** Required action **
Make an exact copy of the records below. Include every line.

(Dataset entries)
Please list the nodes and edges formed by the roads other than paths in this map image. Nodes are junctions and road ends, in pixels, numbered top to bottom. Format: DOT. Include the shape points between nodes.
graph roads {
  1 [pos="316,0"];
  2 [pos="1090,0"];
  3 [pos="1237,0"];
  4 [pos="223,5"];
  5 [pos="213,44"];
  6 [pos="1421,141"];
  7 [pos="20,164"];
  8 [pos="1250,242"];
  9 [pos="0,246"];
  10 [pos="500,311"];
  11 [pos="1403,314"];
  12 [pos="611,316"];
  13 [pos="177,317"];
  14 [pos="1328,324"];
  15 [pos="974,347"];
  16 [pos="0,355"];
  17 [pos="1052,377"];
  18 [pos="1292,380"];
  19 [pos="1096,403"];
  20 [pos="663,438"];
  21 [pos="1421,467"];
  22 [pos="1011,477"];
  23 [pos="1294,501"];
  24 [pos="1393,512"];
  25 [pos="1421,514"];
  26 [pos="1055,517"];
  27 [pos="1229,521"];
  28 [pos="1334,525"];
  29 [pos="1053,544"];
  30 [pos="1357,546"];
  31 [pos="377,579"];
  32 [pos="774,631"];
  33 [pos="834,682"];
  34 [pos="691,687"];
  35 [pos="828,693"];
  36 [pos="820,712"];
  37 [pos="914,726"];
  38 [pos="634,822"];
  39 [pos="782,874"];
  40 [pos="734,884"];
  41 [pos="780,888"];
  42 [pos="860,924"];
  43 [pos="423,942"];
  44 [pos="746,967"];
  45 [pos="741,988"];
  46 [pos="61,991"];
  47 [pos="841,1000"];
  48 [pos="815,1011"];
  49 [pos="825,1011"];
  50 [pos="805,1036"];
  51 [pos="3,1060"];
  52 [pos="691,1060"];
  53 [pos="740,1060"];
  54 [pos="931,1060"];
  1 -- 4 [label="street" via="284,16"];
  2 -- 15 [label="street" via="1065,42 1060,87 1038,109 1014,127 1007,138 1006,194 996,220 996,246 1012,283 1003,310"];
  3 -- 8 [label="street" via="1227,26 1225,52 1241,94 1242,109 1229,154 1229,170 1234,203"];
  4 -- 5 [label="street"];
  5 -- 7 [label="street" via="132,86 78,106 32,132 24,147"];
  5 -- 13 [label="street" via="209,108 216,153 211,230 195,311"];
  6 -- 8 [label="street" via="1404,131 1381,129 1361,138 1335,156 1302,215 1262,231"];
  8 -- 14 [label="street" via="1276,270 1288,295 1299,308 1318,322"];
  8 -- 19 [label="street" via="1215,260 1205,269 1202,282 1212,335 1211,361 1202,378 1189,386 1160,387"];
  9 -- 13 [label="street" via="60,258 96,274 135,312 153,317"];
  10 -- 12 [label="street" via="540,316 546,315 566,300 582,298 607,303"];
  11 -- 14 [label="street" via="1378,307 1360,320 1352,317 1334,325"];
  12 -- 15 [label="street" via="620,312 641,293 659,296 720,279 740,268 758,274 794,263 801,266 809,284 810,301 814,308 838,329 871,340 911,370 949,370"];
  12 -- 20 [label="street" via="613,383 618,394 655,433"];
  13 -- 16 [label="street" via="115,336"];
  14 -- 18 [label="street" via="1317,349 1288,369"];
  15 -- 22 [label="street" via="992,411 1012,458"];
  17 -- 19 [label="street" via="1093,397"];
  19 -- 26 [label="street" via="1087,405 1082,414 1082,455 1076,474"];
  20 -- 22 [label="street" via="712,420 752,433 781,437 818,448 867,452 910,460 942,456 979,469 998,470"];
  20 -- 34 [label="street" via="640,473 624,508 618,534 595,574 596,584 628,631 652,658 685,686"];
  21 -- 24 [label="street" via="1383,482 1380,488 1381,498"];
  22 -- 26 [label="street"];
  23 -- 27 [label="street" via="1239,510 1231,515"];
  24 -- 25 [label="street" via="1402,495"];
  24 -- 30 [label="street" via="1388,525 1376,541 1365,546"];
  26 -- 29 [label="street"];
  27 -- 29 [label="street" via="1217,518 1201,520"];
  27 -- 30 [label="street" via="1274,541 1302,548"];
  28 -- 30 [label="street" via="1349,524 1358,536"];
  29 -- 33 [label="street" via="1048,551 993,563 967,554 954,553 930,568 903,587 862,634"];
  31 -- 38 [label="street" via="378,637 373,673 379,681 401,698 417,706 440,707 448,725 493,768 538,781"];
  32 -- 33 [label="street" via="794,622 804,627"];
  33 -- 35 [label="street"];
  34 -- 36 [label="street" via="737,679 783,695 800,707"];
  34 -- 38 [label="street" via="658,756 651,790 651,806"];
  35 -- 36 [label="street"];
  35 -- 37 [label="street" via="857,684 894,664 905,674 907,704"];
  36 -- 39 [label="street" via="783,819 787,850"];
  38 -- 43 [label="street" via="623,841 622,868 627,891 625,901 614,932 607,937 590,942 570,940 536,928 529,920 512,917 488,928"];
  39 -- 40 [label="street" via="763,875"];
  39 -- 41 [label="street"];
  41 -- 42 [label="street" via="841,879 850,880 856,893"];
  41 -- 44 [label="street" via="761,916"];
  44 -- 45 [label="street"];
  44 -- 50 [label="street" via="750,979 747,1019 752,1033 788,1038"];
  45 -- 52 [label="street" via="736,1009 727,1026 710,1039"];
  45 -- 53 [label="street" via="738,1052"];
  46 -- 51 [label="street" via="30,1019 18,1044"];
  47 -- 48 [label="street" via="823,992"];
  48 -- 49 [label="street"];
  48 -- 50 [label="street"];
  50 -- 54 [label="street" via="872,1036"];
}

** Task solution **
Please list the nodes and edges formed by the roads other than paths in this map image. Nodes are junctions and road ends, in pixels, numbered top to bottom. Format: DOT. Include the shape points between nodes.
graph roads {
  1 [pos="316,0"];
  2 [pos="1090,0"];
  3 [pos="1237,0"];
  4 [pos="223,5"];
  5 [pos="213,44"];
  6 [pos="1421,141"];
  7 [pos="20,164"];
  8 [pos="1250,242"];
  9 [pos="0,246"];
  10 [pos="500,311"];
  11 [pos="1403,314"];
  12 [pos="611,316"];
  13 [pos="177,317"];
  14 [pos="1328,324"];
  15 [pos="974,347"];
  16 [pos="0,355"];
  17 [pos="1052,377"];
  18 [pos="1292,380"];
  19 [pos="1096,403"];
  20 [pos="663,438"];
  21 [pos="1421,467"];
  22 [pos="1011,477"];
  23 [pos="1294,501"];
  24 [pos="1393,512"];
  25 [pos="1421,514"];
  26 [pos="1055,517"];
  27 [pos="1229,521"];
  28 [pos="1334,525"];
  29 [pos="1053,544"];
  30 [pos="1357,546"];
  31 [pos="377,579"];
  32 [pos="774,631"];
  33 [pos="834,682"];
  34 [pos="691,687"];
  35 [pos="828,693"];
  36 [pos="820,712"];
  37 [pos="914,726"];
  38 [pos="634,822"];
  39 [pos="782,874"];
  40 [pos="734,884"];
  41 [pos="780,888"];
  42 [pos="860,924"];
  43 [pos="423,942"];
  44 [pos="746,967"];
  45 [pos="741,988"];
  46 [pos="61,991"];
  47 [pos="841,1000"];
  48 [pos="815,1011"];
  49 [pos="825,1011"];
  50 [pos="805,1036"];
  51 [pos="3,1060"];
  52 [pos="691,1060"];
  53 [pos="740,1060"];
  54 [pos="931,1060"];
  1 -- 4 [label="street" via="284,16"];
  2 -- 15 [label="street" via="1065,42 1060,87 1038,109 1014,127 1007,138 1006,194 996,220 996,246 1012,283 1003,310"];
  3 -- 8 [label="street" via="1227,26 1225,52 1241,94 1242,109 1229,154 1229,170 1234,203"];
  4 -- 5 [label="street"];
  5 -- 7 [label="street" via="132,86 78,106 32,132 24,147"];
  5 -- 13 [label="street" via="209,108 216,153 211,230 195,311"];
  6 -- 8 [label="street" via="1404,131 1381,129 1361,138 1335,156 1302,215 1262,231"];
  8 -- 14 [label="street" via="1276,270 1288,295 1299,308 1318,322"];
  8 -- 19 [label="street" via="1215,260 1205,269 1202,282 1212,335 1211,361 1202,378 1189,386 1160,387"];
  9 -- 13 [label="street" via="60,258 96,274 135,312 153,317"];
  10 -- 12 [label="street" via="540,316 546,315 566,300 582,298 607,303"];
  11 -- 14 [label="street" via="1378,307 1360,320 1352,317 1334,325"];
  12 -- 15 [label="street" via="620,312 641,293 659,296 720,279 740,268 758,274 794,263 801,266 809,284 810,301 814,308 838,329 871,340 911,370 949,370"];
  12 -- 20 [label="street" via="613,383 618,394 655,433"];
  13 -- 16 [label="street" via="115,336"];
  14 -- 18 [label="street" via="1317,349 1288,369"];
  15 -- 22 [label="street" via="992,411 1012,458"];
  17 -- 19 [label="street" via="1093,397"];
  19 -- 26 [label="street" via="1087,405 1082,414 1082,455 1076,474"];
  20 -- 22 [label="street" via="712,420 752,433 781,437 818,448 867,452 910,460 942,456 979,469 998,470"];
  20 -- 34 [label="street" via="640,473 624,508 618,534 595,574 596,584 628,631 652,658 685,686"];
  21 -- 24 [label="street" via="1383,482 1380,488 1381,498"];
  22 -- 26 [label="street"];
  23 -- 27 [label="street" via="1239,510 1231,515"];
  24 -- 25 [label="street" via="1402,495"];
  24 -- 30 [label="street" via="1388,525 1376,541 1365,546"];
  26 -- 29 [label="street"];
  27 -- 29 [label="street" via="1217,518 1201,520"];
  27 -- 30 [label="street" via="1274,541 1302,548"];
  28 -- 30 [label="street" via="1349,524 1358,536"];
  29 -- 33 [label="street" via="1048,551 993,563 967,554 954,553 930,568 903,587 862,634"];
  31 -- 38 [label="street" via="378,637 373,673 379,681 401,698 417,706 440,707 448,725 493,768 538,781"];
  32 -- 33 [label="street" via="794,622 804,627"];
  33 -- 35 [label="street"];
  34 -- 36 [label="street" via="737,679 783,695 800,707"];
  34 -- 38 [label="street" via="658,756 651,790 651,806"];
  35 -- 36 [label="street"];
  35 -- 37 [label="street" via="857,684 894,664 905,674 907,704"];
  36 -- 39 [label="street" via="783,819 787,850"];
  38 -- 43 [label="street" via="623,841 622,868 627,891 625,901 614,932 607,937 590,942 570,940 536,928 529,920 512,917 488,928"];
  39 -- 40 [label="street" via="763,875"];
  39 -- 41 [label="street"];
  41 -- 42 [label="street" via="841,879 850,880 856,893"];
  41 -- 44 [label="street" via="761,916"];
  44 -- 45 [label="street"];
  44 -- 50 [label="street" via="750,979 747,1019 752,1033 788,1038"];
  45 -- 52 [label="street" via="736,1009 727,1026 710,1039"];
  45 -- 53 [label="street" via="738,1052"];
  46 -- 51 [label="street" via="30,1019 18,1044"];
  47 -- 48 [label="street" via="823,992"];
  48 -- 49 [label="street"];
  48 -- 50 [label="street"];
  50 -- 54 [label="street" via="872,1036"];
}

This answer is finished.